Icon of the Seas is a cruise ship under construction for Royal Caribbean International and will be the lead ship of the . She is scheduled to enter service in 2024, and will have a gross tonnage of 250,800, making her the largest cruise ship in the world by gross tonnage.

History 
On 10 October 2016, Royal Caribbean and Meyer Turku announced an order to build two ships under the project name "Icon". The ships are expected to be delivered in the third quarter of 2023 and in 2025. The ships will be classified by DNV.

Royal Caribbean applied to register a trademark for "Icon of the Seas" in 2016, which was at the time suggested as an indication of the name of the first ship.

Steel-cutting for Icon of the Seas began on 14 June 2021. On 28 October 2021, Royal Caribbean announced that the first LNG tank for the ship was installed at the Neptun Werft in Rostock, Germany.

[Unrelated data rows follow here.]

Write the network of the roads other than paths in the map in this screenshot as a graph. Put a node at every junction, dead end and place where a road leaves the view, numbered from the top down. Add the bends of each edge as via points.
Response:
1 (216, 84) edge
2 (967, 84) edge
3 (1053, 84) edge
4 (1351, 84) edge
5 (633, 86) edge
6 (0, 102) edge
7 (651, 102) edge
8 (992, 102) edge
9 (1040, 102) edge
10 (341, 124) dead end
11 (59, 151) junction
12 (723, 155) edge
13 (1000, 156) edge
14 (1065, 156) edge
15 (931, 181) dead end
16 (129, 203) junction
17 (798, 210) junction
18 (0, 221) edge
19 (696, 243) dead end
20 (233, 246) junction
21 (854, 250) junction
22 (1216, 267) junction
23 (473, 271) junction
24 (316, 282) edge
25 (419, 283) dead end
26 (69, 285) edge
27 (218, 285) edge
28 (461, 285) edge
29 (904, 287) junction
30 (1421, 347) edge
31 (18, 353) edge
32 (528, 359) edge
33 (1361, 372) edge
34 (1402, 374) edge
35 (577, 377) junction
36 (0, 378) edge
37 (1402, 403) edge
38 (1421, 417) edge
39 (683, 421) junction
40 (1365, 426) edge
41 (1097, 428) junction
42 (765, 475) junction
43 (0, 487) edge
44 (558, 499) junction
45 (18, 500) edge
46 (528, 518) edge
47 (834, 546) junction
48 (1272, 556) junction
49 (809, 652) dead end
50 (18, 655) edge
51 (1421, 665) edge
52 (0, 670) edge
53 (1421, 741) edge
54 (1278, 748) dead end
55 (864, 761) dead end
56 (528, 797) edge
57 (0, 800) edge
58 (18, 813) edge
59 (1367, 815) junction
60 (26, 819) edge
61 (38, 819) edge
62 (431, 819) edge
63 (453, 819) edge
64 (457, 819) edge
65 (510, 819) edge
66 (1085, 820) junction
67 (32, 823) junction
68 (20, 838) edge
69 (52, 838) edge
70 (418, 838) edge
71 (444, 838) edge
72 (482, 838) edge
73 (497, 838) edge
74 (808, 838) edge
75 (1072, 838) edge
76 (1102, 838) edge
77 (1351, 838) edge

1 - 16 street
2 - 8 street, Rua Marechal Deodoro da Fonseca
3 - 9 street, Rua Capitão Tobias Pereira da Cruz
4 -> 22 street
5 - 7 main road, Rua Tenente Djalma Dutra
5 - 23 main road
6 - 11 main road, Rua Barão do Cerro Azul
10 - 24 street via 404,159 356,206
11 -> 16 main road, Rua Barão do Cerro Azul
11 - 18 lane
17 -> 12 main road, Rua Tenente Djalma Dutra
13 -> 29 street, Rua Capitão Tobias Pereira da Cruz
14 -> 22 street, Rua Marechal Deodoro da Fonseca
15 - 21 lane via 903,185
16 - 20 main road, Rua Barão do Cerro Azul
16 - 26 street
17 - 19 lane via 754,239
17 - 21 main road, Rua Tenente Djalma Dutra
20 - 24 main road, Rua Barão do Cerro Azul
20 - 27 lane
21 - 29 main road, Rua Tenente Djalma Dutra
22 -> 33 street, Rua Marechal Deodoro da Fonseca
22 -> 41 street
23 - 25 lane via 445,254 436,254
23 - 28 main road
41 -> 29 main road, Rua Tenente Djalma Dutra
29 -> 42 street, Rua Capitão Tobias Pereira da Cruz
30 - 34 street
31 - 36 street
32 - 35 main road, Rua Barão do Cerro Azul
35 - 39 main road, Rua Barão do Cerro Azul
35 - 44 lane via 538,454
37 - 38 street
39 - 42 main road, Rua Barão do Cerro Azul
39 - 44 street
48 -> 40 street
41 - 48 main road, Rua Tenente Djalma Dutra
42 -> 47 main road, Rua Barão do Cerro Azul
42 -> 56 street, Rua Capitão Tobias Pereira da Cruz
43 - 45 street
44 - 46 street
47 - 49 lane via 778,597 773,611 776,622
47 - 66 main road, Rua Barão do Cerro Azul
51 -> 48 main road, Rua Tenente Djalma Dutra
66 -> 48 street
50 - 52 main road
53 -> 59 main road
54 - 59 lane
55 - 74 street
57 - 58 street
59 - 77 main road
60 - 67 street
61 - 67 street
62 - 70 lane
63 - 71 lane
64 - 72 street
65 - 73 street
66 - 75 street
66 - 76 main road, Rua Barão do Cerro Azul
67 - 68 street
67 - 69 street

In December 2021, the floating engine room unit, including the LNG tanks, was towed to Turku by tug. The keel was laid on 5 April 2022.

In May 2022, Royal Caribbean confirmed that Icon of the Seas would be bigger than the Oasis class.

Design 
Icon of the Seas will employ fuel cell technology, to be supplied by ABB Group, and be powered by liquefied natural gas, with a gross tonnage of 250,800 GT. She will contain other alternative energy features, like the use of fuel cells to produce electricity and fresh water.

The ship will have a crew of 2,350, and a capacity of 5,610 passengers at double occupancy or 7,600 passengers at maximum capacity.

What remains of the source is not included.